(Stored data entries)
****************
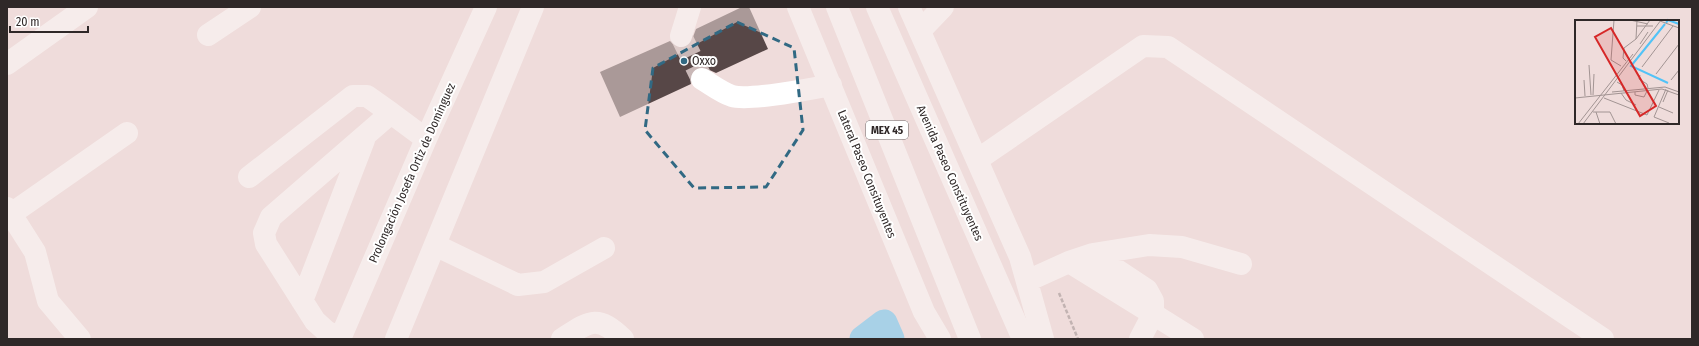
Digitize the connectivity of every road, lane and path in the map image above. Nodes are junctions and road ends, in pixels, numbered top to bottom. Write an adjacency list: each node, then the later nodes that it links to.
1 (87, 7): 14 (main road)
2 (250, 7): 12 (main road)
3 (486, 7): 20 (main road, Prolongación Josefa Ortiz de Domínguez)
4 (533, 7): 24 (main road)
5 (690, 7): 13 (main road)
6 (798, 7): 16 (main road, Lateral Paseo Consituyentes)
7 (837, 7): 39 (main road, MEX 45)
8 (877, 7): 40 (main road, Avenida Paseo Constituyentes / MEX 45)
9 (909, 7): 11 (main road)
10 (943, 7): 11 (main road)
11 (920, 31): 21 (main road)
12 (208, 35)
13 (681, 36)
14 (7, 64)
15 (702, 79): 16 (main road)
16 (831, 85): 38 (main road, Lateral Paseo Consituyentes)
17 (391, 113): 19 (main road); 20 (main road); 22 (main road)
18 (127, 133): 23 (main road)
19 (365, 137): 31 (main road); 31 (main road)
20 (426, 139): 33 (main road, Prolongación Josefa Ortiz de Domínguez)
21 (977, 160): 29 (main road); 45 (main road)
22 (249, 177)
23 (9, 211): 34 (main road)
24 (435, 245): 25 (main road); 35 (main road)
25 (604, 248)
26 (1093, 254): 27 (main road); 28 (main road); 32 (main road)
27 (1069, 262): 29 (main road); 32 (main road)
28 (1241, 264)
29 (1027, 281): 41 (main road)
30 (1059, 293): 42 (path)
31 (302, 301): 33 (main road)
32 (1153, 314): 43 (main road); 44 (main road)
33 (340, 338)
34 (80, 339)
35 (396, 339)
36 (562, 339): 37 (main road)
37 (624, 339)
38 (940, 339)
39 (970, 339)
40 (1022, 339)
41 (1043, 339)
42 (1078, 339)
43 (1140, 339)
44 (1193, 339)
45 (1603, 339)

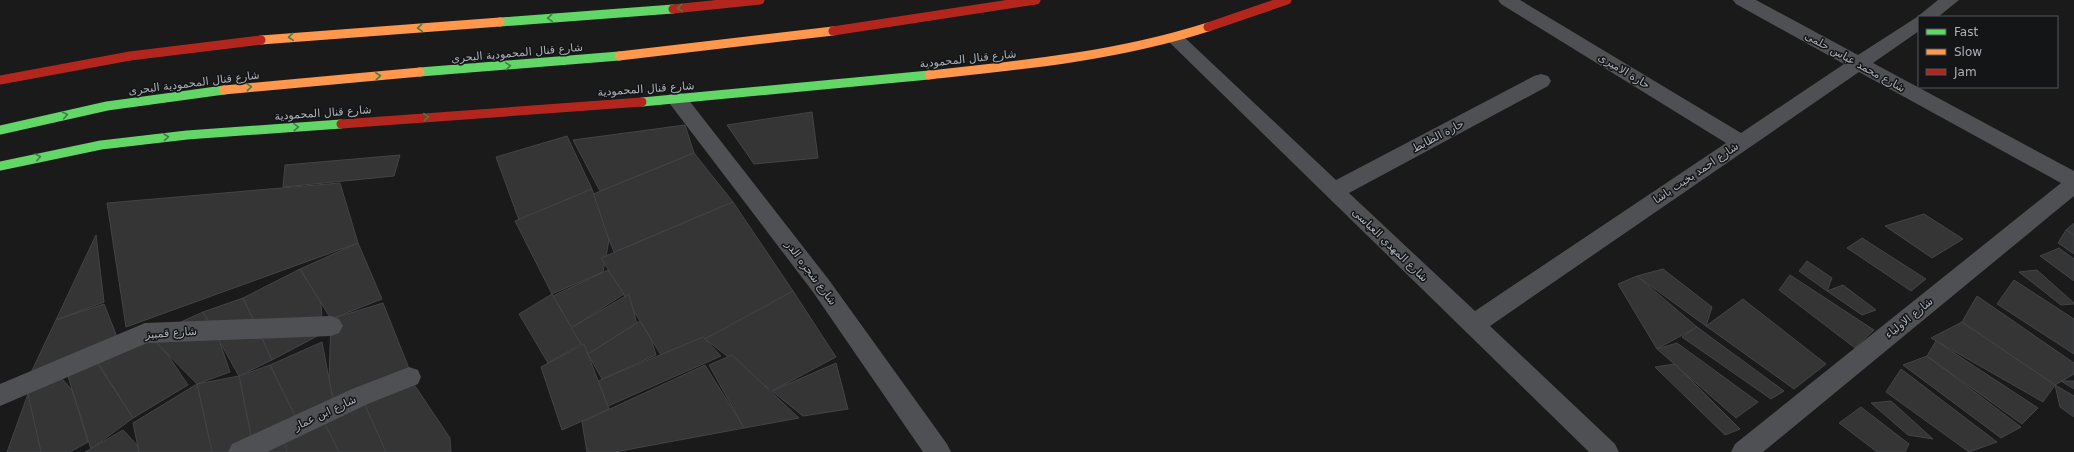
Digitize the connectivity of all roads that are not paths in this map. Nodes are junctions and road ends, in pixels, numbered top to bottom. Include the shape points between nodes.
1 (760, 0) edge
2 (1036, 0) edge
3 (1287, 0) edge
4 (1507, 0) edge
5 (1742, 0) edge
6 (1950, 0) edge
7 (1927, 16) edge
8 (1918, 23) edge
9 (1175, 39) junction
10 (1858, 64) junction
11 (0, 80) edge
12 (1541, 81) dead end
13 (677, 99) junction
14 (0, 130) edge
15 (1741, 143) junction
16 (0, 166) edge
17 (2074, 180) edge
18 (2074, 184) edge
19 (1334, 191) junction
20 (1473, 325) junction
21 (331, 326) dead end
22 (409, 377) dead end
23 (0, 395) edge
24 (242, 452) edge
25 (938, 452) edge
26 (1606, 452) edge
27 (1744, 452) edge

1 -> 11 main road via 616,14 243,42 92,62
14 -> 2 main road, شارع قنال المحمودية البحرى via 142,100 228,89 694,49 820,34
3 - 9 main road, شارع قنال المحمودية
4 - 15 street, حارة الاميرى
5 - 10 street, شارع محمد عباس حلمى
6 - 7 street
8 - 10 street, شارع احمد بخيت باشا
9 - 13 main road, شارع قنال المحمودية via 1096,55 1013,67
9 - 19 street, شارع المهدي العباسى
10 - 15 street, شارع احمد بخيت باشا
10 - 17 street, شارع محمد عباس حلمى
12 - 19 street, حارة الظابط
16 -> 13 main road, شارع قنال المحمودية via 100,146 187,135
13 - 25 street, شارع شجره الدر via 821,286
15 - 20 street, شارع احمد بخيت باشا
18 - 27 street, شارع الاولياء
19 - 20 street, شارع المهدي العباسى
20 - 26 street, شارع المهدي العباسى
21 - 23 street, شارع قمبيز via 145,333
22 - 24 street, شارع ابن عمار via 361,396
****************
*About this task*. Output the records above exactly, leaving out pictures.

*Result of the task*.
Digitize the connectivity of every road, lane and path in the map image above. Nodes are junctions and road ends, in pixels, numbered top to bottom. Write an adjacency list: each node, then the later nodes that it links to.
1 (87, 7): 14 (main road)
2 (250, 7): 12 (main road)
3 (486, 7): 20 (main road, Prolongación Josefa Ortiz de Domínguez)
4 (533, 7): 24 (main road)
5 (690, 7): 13 (main road)
6 (798, 7): 16 (main road, Lateral Paseo Consituyentes)
7 (837, 7): 39 (main road, MEX 45)
8 (877, 7): 40 (main road, Avenida Paseo Constituyentes / MEX 45)
9 (909, 7): 11 (main road)
10 (943, 7): 11 (main road)
11 (920, 31): 21 (main road)
12 (208, 35)
13 (681, 36)
14 (7, 64)
15 (702, 79): 16 (main road)
16 (831, 85): 38 (main road, Lateral Paseo Consituyentes)
17 (391, 113): 19 (main road); 20 (main road); 22 (main road)
18 (127, 133): 23 (main road)
19 (365, 137): 31 (main road); 31 (main road)
20 (426, 139): 33 (main road, Prolongación Josefa Ortiz de Domínguez)
21 (977, 160): 29 (main road); 45 (main road)
22 (249, 177)
23 (9, 211): 34 (main road)
24 (435, 245): 25 (main road); 35 (main road)
25 (604, 248)
26 (1093, 254): 27 (main road); 28 (main road); 32 (main road)
27 (1069, 262): 29 (main road); 32 (main road)
28 (1241, 264)
29 (1027, 281): 41 (main road)
30 (1059, 293): 42 (path)
31 (302, 301): 33 (main road)
32 (1153, 314): 43 (main road); 44 (main road)
33 (340, 338)
34 (80, 339)
35 (396, 339)
36 (562, 339): 37 (main road)
37 (624, 339)
38 (940, 339)
39 (970, 339)
40 (1022, 339)
41 (1043, 339)
42 (1078, 339)
43 (1140, 339)
44 (1193, 339)
45 (1603, 339)

Digitize the connectivity of all roads that are not paths in this map. Nodes are junctions and road ends, in pixels, numbered top to bottom. Include the shape points between nodes.
1 (760, 0) edge
2 (1036, 0) edge
3 (1287, 0) edge
4 (1507, 0) edge
5 (1742, 0) edge
6 (1950, 0) edge
7 (1927, 16) edge
8 (1918, 23) edge
9 (1175, 39) junction
10 (1858, 64) junction
11 (0, 80) edge
12 (1541, 81) dead end
13 (677, 99) junction
14 (0, 130) edge
15 (1741, 143) junction
16 (0, 166) edge
17 (2074, 180) edge
18 (2074, 184) edge
19 (1334, 191) junction
20 (1473, 325) junction
21 (331, 326) dead end
22 (409, 377) dead end
23 (0, 395) edge
24 (242, 452) edge
25 (938, 452) edge
26 (1606, 452) edge
27 (1744, 452) edge

1 -> 11 main road via 616,14 243,42 92,62
14 -> 2 main road, شارع قنال المحمودية البحرى via 142,100 228,89 694,49 820,34
3 - 9 main road, شارع قنال المحمودية
4 - 15 street, حارة الاميرى
5 - 10 street, شارع محمد عباس حلمى
6 - 7 street
8 - 10 street, شارع احمد بخيت باشا
9 - 13 main road, شارع قنال المحمودية via 1096,55 1013,67
9 - 19 street, شارع المهدي العباسى
10 - 15 street, شارع احمد بخيت باشا
10 - 17 street, شارع محمد عباس حلمى
12 - 19 street, حارة الظابط
16 -> 13 main road, شارع قنال المحمودية via 100,146 187,135
13 - 25 street, شارع شجره الدر via 821,286
15 - 20 street, شارع احمد بخيت باشا
18 - 27 street, شارع الاولياء
19 - 20 street, شارع المهدي العباسى
20 - 26 street, شارع المهدي العباسى
21 - 23 street, شارع قمبيز via 145,333
22 - 24 street, شارع ابن عمار via 361,396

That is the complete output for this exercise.